登录 EN

添加临时用户

面向语音合成的汉语语音语料库建设与分析

Building and Analysis of Mandarin Speech Corpus for TTS

作者:崔丹丹
  • 学号
    0702******
  • 学位
    硕士
  • 答辩日期
    2006.03.01
  • 导师
    蔡莲红
  • 学科名
    计算机科学与技术(可授工学、理学学位)
  • 页码
    75
  • 保密级别
    公开
  • 馆藏号
    07024198
  • 培养单位
    024 计算机系
  • 中文关键词
    语料库设计;语料库标注; 语境特征
  • 英文关键词
    Corpus Design;Corpus Annotation;Context Features

摘要

本论文详细叙述了近三年来在汉语普通话文语转换( Text to Speech, TTS)系统中语料库建设和分析方面的主要工作。语音合成语料库是基于波形拼接的汉语语音合成系统的实现基础,担负着提供波形拼接所需数据和指导拼接算法所需韵律知识的双重任务。有效合理地进行语音合成语料库的设计,是保证拼接合成系统性能的关键技术之一。论文将语料库设计分总体设计、文本设计、标注设计和组织结构设计四步进行,每一步均制订了严格的规范。论文设计出了语料库文本,包括TTS系统建库用语料、TTS系统测试用语料、特殊音节组和普通话语调分析用语料四部分文本,经过录音、数据预处理、标注、组织与分发,最终完成了语音合成语料库TH-CoSS的设计与制作。完成的TH-CoSS语料库由男女发音人各一名共逾2万个句子组成,经严格校对,具有符合国际通用的XML扩展标记语言规范的标注系统,标记了韵律层级和音段信息。同时,论文还开发了用于语料库设计、标注、分析的工具软件。研究了语境特征在音节聚类中的作用,分析了语境特征与语音感知表现之间的关联。论文利用CART决策树算法,对TH-CoSS语料库音节的韵律参数进行聚类,分析语境特征的分布:出现率、平均层级。为了评价语境特征对语音韵律表现的影响,设计了一个衡量语境特征重要性的权重函数。该函数对语料库文本设计和TTS系统选音参数的权重设定具有较高的参考价值。为建立和谐的人机交互环境,计算机需要具有理解情感和表达情感的能力。论文研究了韵律特征对情感区分和情感表现的影响。论文首先收集了情感语音数据,计算了情感语音的声学参数。为了研究感知韵律特征与情感表现的关系,设计实现了一个语音情感编辑器,它具有编辑、修改语音韵律参数的功能,通过韵律修改不同的情感表现。
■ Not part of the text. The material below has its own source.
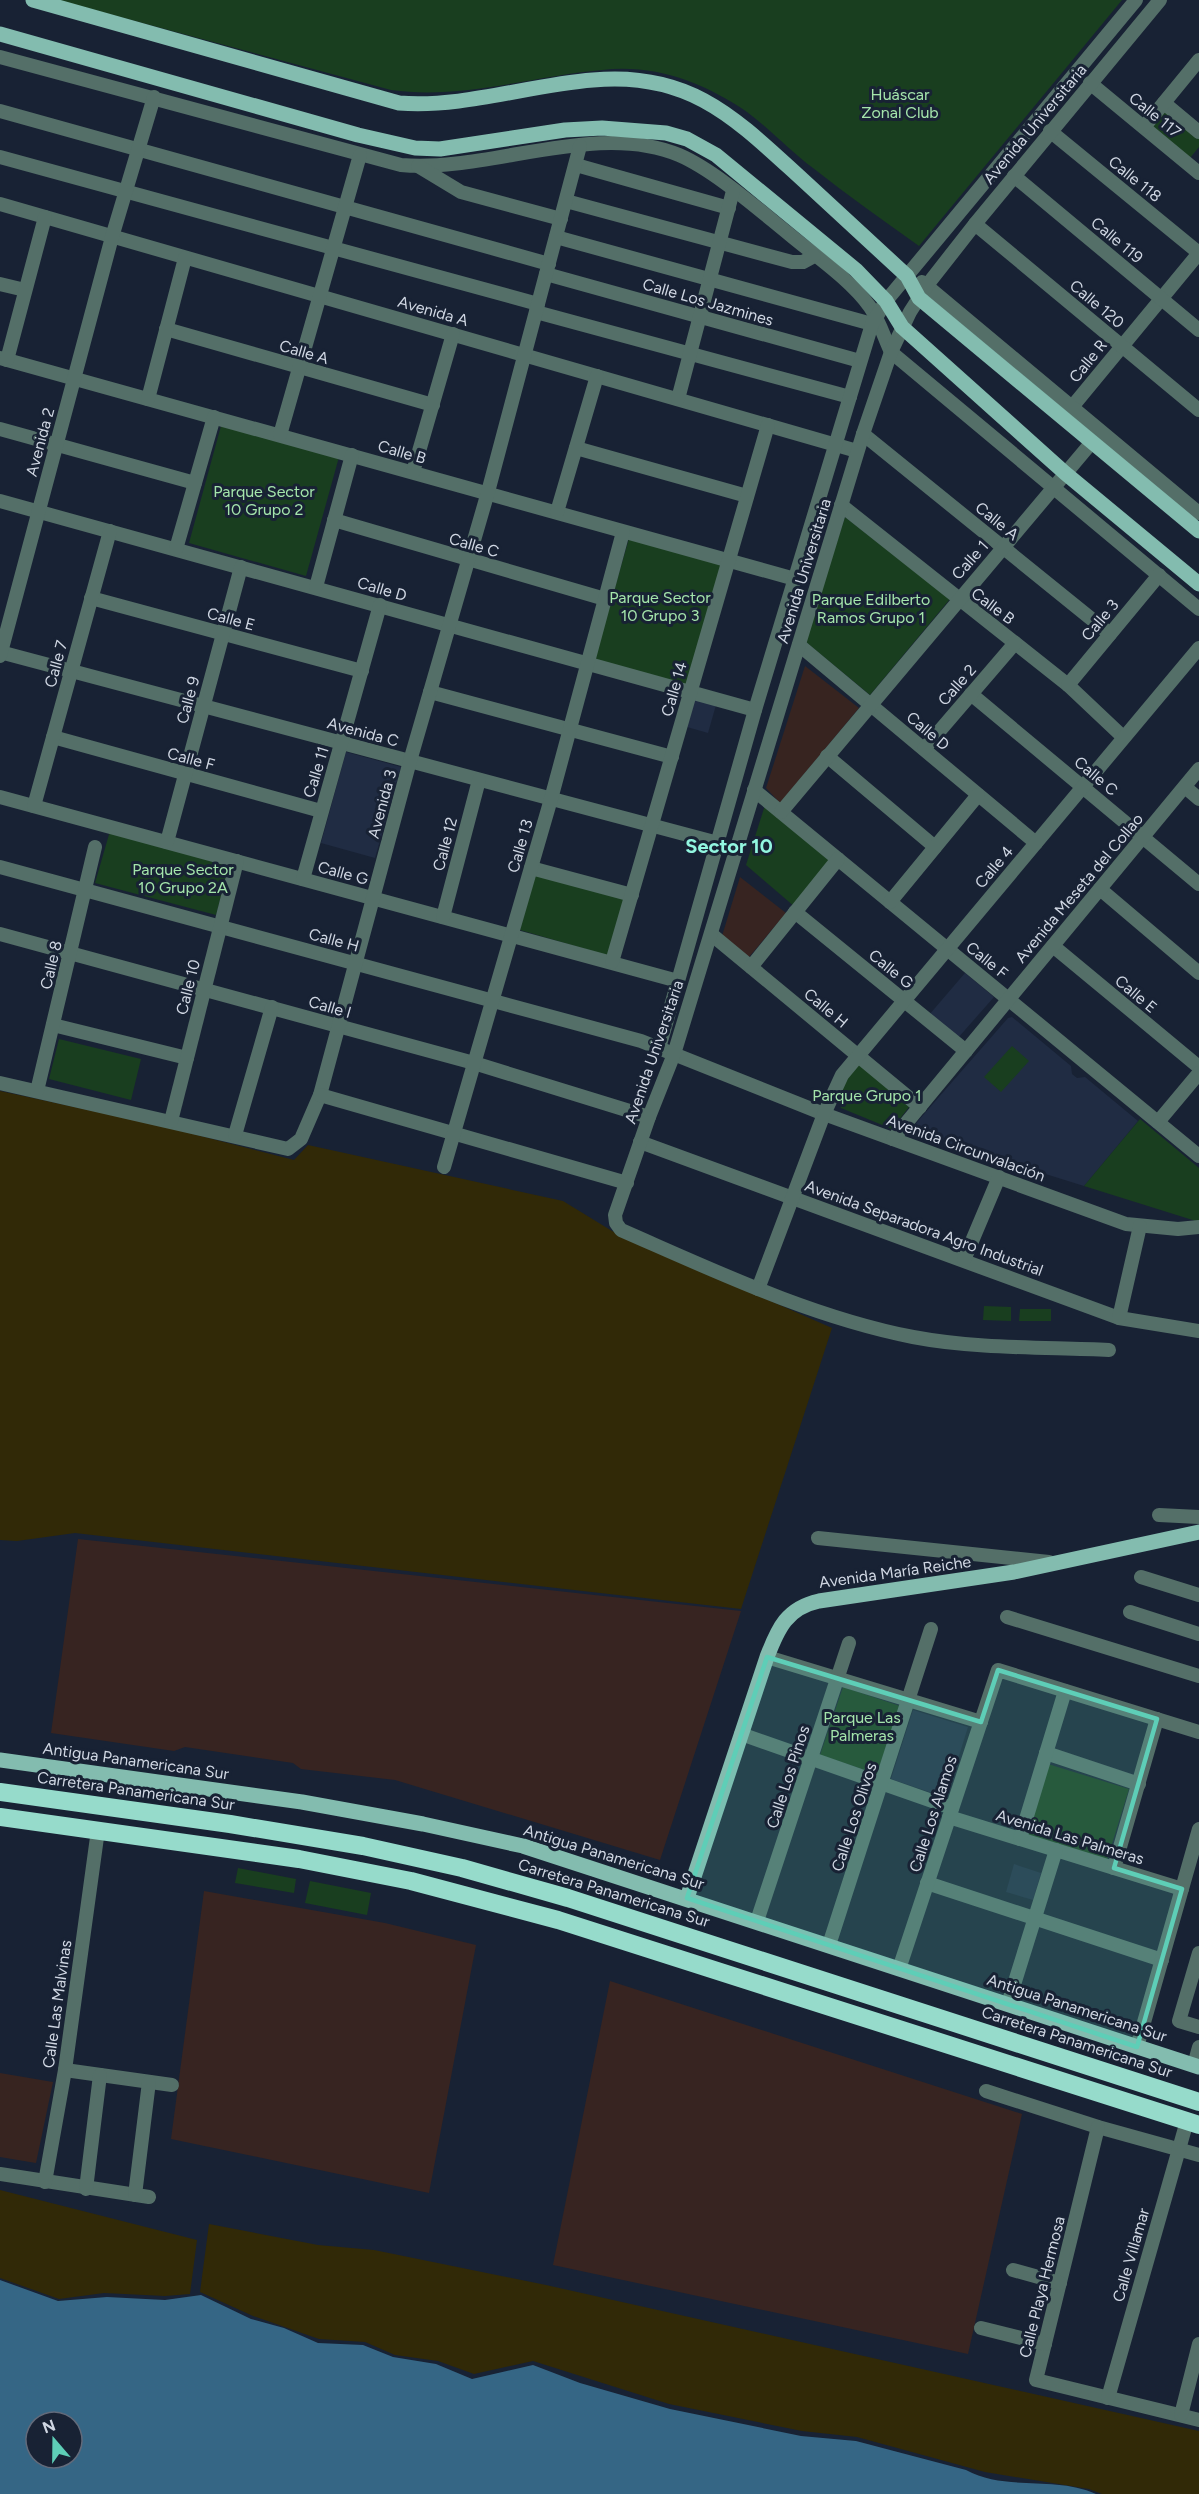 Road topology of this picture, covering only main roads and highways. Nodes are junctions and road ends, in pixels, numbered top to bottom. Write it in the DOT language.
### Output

This paper states our work in recent three years, which focuses on the topic of building and analysis of corpus for Chinese Mandarin Text-to-Speech System. Synthesis corpus is the basis for concatenate-based synthesis system. It provides the TTS system speech data, as well as prosodic knowledge to instruct the unit selection algorithm. We divided the corpus design into four modules: general design, text selection, annotation design, and structure and organization design. The text material consists of four parts: sentences for TTS system building, sentences for TTS system test, special syllable groups, and sentences with special intonation. And the implementation steps are speech recording, data pretreatment, annotation, organization, and publication. The finished corpus has about 20K sentences read by one female and one male. The intonation files are in XML format, including segmental and prosodic tags. All the tags are manually checked. Software tools for corpus design, annotation and analysis are developed as well.It can provide a reference for building the relation between context information and speech perception to study on the influence of context features during the procedure of syllable clustering by prosodic parameters. We uses a CART to cluster the syllables in the TH-CoSS corpus by their prosodic parameters, analyses the distribution of context features (appearance rates and average levels), and proposes an importance function of context features to evaluate their weights of influence on the prosody of speech, which shows to be a valuable reference to both text script design of speech corpus and weight setting in TTS unit selection.To make the human-computer interaction more natural, the computer should have the capability to understand and express emotions. To analyze the function of prosodic features in emotion discrimination and expression, we collected emotional speech corpus, and analyzed the acoustic parameters. For the convenience of research on the relation between prosody and emotion, we developed an emotional speech editor, which can edit and modify the prosodic parameters of speech to achieve different emotions.